Serving the campus of the University of Alabama since 1894

The Crimson White


Serving the campus of the University of Alabama since 1894

The Crimson White

Serving the campus of the University of Alabama since 1894

The Crimson White

Sometimes numbers do lie

On Tuesday, the student body – and one Crimson White columnist in particular – was addressed by Dr. Judy Bonner, the Executive Vice President and Provost for the University of Alabama. In her letter, Dr. Bonner attempted to respond to a column written by SoRelle Wyckoff about the ever-increasing population at the University of Alabama and the effects that growth has had on the overall quality of life.

The vast majority of Dr. Bonner’s letter was a jumble of numbers, statistics, acronyms and honor societies – in fact, about 25 percent of the total body was nothing more than an academic résumé for the University. This is fine, except that Ms. Wyckoff at no point attempted to prove anything even closely related to Truman Scholars or National Merit Scholars.

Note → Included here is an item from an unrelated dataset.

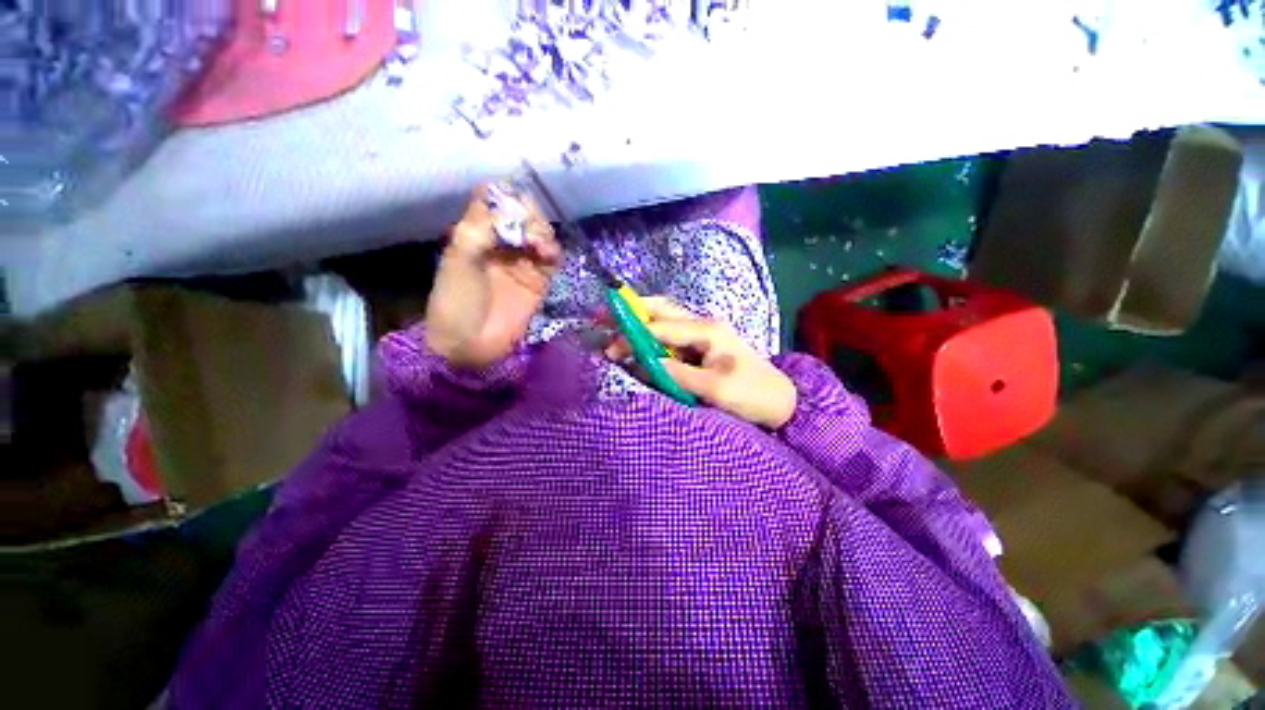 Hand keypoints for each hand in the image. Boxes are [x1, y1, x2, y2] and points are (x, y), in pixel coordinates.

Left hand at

In fact, the entire point of the original column was to note the “more personal measures of a university’s population.”

So while Dr. Bonner zeroed her sights on the back of one of the students who helps pay her salary, calling Ms. Wyckoff’s conclusion “erroneous” and taking a quote completely out of context, it was in fact her own piece that completely missed the point.

The quote, “Instead of lowering our standards to raise our numbers, how about we raise our standards and let the numbers fall in line on their own,” seems to be the entire basis for Dr. Bonner taking time out of her day to pen a response to a first-year columnist. But let’s take a look at a few other quotes from Wyckoff’s column.

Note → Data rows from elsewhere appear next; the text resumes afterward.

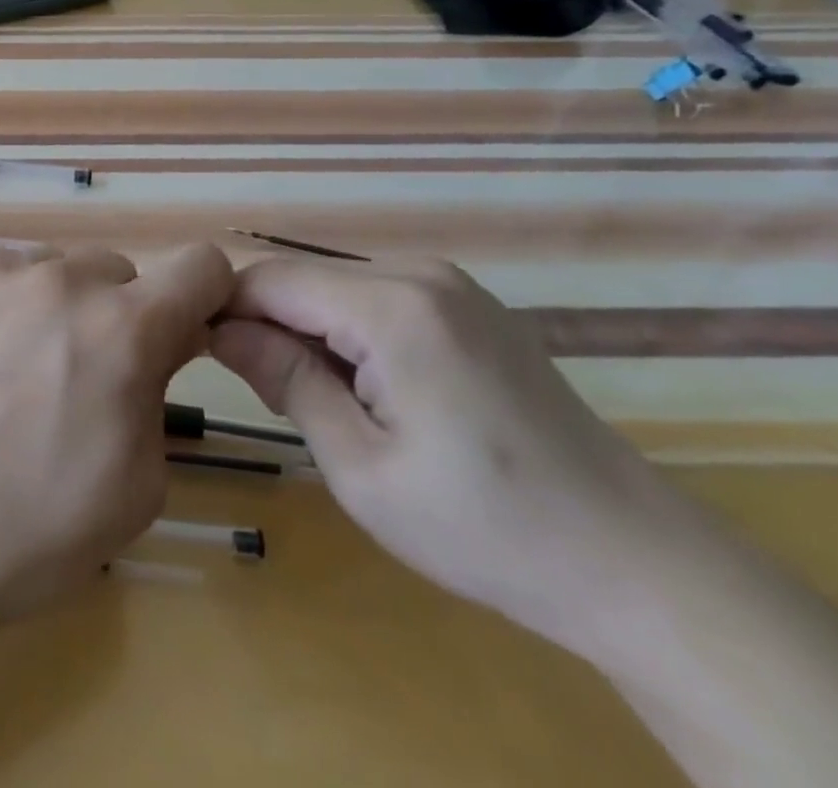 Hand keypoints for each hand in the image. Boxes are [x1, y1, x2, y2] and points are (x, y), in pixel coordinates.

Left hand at [0, 244, 233, 631]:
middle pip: (120, 271)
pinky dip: (10, 309)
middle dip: (121, 315)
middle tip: (89, 376)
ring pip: (59, 272)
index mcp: (123, 328)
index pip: (201, 266)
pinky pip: (5, 280)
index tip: (183, 336)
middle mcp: (62, 281)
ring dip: (62, 308)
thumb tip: (162, 342)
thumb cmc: (34, 528)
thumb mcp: (138, 483)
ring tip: (24, 372)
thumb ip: (161, 393)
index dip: (205, 298)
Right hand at [211, 254, 685, 656]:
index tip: (200, 354)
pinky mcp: (468, 306)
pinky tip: (366, 387)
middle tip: (262, 393)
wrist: (637, 565)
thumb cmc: (486, 528)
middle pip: (303, 278)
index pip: (270, 279)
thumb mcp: (361, 467)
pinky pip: (376, 297)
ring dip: (307, 330)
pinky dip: (347, 331)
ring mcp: (451, 285)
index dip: (224, 310)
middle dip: (267, 323)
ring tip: (314, 398)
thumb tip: (219, 329)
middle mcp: (419, 273)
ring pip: (335, 286)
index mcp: (392, 306)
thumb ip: (284, 380)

“Without a doubt, there are definite positives to an increased student population. More students mean more academic talent. The 2011 freshman class, while being the largest, also contains the most National Merit Scholars that UA has seen yet.”

See, Dr. Bonner? She did do some research, after all.

But let’s talk about size; let’s talk about how “standing room only” generally refers to concerts and sporting events, but now equally describes Fresh Food during lunchtime.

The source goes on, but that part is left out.